**TASK STATEMENT:** Note every line in the entries that contains the string "nodes", and copy it.

::: ENTRIES PROVIDED :::

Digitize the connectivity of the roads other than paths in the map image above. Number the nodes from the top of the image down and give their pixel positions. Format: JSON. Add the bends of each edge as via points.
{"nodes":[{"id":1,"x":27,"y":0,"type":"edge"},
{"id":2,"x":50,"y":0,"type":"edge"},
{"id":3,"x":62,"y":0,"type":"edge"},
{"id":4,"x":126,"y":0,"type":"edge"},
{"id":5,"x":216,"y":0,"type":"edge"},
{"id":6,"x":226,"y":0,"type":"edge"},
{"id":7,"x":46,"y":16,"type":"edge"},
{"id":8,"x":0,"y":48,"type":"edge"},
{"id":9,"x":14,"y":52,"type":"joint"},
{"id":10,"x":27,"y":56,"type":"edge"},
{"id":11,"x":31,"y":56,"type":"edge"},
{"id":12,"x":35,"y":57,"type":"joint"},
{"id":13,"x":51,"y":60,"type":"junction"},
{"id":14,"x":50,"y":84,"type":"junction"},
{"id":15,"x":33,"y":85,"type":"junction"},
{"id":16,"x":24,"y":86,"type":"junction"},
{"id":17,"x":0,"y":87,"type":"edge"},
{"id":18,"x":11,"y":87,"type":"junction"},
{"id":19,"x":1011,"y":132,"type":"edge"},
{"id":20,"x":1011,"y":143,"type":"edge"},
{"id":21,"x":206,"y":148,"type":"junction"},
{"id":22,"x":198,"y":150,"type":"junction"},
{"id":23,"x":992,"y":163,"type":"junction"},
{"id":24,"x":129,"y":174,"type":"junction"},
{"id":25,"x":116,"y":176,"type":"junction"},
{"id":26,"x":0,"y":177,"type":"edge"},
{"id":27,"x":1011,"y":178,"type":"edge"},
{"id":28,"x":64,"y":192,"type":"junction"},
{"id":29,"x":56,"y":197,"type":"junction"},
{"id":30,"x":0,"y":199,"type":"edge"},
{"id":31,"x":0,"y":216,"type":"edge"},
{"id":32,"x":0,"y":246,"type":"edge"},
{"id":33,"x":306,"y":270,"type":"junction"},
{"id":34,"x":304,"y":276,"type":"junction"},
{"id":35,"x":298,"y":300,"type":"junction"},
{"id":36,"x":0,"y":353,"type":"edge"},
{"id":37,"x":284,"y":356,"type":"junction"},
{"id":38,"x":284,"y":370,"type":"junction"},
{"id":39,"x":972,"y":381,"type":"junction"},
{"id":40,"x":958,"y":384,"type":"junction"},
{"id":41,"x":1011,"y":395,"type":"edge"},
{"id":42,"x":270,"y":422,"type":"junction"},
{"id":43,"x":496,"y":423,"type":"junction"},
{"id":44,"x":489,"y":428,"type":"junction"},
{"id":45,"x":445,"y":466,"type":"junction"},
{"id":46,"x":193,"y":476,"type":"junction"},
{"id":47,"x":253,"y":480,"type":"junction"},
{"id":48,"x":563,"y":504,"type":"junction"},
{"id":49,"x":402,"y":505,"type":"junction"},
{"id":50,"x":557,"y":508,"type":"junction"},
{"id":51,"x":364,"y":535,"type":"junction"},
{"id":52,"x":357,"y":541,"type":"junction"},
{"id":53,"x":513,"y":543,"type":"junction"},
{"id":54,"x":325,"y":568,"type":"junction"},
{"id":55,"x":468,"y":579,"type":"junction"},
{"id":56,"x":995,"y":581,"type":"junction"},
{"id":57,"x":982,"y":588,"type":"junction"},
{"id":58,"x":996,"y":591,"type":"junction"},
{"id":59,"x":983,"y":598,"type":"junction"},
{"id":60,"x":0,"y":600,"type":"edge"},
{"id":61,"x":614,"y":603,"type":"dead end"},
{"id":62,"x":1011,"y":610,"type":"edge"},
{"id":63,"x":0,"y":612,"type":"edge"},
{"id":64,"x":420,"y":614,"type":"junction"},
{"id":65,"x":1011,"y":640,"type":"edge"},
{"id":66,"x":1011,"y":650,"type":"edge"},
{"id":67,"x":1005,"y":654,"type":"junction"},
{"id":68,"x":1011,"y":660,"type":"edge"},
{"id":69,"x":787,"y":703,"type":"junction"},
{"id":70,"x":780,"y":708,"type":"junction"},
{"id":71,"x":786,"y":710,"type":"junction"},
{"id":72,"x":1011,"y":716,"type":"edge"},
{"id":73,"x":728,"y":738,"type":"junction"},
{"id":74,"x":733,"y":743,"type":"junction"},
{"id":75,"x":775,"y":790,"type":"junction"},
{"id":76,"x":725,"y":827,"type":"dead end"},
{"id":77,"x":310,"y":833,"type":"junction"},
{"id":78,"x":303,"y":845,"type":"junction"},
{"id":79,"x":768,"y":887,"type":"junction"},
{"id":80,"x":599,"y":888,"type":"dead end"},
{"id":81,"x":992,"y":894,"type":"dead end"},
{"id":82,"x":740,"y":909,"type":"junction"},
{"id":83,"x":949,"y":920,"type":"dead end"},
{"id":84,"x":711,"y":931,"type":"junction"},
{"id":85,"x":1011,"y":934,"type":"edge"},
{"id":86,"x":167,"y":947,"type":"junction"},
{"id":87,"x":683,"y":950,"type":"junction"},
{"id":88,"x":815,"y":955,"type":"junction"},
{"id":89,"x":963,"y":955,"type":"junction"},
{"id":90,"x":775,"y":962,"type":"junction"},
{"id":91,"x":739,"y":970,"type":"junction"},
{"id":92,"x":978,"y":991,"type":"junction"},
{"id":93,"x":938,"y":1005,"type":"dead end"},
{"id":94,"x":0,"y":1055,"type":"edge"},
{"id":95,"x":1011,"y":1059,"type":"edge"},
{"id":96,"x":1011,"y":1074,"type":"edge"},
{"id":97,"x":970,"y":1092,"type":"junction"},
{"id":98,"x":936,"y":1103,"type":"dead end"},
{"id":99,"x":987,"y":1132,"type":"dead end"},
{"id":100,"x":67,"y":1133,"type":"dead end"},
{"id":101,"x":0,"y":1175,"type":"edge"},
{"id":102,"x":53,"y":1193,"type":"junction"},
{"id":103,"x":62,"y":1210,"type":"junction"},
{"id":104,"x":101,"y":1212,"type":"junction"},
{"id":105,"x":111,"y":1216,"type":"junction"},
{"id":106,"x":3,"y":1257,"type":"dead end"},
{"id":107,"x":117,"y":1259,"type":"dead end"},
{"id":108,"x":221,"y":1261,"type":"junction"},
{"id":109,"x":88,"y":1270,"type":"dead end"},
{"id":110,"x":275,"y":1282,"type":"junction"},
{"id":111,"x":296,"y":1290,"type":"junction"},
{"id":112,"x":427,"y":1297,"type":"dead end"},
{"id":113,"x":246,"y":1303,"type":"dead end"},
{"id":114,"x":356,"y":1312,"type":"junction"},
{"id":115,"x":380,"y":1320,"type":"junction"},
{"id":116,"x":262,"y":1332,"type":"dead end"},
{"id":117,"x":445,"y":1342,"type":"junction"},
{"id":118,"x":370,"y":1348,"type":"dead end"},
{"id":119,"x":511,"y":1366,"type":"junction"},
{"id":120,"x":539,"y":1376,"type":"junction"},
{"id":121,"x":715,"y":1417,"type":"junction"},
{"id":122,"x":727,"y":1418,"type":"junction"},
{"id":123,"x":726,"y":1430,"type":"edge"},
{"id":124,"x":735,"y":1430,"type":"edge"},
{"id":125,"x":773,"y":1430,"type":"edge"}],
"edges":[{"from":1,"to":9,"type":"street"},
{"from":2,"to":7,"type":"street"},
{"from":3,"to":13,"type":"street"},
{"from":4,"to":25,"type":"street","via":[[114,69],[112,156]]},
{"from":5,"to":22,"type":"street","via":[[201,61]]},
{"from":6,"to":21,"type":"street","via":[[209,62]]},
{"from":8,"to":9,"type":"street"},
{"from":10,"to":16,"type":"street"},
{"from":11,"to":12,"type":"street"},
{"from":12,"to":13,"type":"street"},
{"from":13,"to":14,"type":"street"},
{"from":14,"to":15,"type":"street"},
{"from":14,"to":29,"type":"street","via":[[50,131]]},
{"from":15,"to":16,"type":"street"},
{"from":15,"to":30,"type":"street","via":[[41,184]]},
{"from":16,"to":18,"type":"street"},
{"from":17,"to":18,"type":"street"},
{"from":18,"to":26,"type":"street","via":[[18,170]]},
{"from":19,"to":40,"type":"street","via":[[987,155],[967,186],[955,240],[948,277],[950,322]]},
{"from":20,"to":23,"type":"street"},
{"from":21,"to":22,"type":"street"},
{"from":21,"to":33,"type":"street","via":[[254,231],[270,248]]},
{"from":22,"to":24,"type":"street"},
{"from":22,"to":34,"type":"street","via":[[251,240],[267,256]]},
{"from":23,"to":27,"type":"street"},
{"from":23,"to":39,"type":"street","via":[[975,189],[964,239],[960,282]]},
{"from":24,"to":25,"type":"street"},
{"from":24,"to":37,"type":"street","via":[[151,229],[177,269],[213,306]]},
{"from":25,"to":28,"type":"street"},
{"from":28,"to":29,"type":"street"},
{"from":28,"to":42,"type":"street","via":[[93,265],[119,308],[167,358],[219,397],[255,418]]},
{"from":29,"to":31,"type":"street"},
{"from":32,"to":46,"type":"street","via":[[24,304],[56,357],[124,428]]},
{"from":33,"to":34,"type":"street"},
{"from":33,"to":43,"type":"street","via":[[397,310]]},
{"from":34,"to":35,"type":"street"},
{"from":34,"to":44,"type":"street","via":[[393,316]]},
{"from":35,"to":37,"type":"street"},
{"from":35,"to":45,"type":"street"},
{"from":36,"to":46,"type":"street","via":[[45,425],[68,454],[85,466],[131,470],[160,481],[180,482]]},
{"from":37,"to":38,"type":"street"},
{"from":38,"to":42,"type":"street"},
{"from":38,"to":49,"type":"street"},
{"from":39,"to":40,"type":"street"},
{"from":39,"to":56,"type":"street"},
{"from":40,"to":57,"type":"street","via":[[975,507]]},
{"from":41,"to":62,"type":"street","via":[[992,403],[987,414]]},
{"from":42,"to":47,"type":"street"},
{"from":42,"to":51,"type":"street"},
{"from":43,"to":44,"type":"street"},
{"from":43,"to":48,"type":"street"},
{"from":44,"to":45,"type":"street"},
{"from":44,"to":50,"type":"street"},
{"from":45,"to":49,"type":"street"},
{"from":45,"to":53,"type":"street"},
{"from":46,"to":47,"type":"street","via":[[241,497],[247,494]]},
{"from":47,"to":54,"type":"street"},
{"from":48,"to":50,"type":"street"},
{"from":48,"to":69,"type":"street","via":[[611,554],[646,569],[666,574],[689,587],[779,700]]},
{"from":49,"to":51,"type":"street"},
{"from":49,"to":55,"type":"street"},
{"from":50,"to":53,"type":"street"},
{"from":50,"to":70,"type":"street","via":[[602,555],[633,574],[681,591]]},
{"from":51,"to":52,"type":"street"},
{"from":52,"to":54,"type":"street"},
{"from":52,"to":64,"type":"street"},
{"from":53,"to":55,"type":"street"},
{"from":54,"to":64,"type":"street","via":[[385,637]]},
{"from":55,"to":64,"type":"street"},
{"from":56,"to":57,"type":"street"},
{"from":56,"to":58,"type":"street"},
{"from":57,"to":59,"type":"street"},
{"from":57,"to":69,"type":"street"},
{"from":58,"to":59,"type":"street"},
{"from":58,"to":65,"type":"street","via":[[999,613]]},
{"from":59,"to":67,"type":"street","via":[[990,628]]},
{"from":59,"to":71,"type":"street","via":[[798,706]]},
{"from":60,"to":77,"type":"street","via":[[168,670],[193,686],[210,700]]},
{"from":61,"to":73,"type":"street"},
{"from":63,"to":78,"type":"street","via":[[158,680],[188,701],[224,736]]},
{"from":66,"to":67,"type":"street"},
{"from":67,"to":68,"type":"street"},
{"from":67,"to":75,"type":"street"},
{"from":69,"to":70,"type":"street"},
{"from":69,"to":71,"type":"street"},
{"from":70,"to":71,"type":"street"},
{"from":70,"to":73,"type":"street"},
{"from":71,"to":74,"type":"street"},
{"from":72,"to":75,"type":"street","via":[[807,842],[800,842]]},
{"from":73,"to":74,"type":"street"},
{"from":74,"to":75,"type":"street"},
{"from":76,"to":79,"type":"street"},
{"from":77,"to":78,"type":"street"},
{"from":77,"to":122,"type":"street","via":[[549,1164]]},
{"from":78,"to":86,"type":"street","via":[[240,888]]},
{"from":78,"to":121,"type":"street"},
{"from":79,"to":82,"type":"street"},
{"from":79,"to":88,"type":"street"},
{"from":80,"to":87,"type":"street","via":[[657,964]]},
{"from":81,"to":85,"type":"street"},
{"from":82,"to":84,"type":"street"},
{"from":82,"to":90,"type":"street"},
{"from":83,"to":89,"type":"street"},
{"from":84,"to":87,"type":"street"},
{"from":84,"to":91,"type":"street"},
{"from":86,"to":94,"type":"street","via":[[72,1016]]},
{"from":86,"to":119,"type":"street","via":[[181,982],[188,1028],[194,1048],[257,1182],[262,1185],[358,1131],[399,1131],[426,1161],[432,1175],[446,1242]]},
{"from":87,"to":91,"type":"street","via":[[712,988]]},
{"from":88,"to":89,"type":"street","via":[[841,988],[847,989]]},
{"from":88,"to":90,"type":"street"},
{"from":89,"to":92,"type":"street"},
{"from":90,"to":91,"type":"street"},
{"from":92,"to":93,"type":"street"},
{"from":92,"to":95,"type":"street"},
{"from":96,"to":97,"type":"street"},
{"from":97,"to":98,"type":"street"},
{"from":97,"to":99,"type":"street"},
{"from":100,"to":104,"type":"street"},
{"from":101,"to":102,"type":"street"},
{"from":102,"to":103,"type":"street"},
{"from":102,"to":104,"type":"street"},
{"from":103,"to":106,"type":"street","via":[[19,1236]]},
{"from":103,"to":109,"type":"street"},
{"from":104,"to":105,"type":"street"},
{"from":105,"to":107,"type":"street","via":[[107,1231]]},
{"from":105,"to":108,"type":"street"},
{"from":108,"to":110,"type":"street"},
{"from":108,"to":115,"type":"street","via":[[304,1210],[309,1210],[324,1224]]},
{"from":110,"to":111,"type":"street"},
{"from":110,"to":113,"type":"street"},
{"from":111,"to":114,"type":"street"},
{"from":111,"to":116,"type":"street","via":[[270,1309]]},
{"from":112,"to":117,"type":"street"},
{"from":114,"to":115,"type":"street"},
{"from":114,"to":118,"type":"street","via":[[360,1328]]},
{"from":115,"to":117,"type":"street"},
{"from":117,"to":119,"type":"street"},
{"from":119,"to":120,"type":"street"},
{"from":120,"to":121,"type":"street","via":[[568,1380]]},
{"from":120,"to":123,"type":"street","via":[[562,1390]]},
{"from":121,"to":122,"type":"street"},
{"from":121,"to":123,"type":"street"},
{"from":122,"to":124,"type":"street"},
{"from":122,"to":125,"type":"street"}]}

:::

**ANSWER SPACE:**
Digitize the connectivity of the roads other than paths in the map image above. Number the nodes from the top of the image down and give their pixel positions. Format: JSON. Add the bends of each edge as via points.
{"nodes":[{"id":1,"x":27,"y":0,"type":"edge"},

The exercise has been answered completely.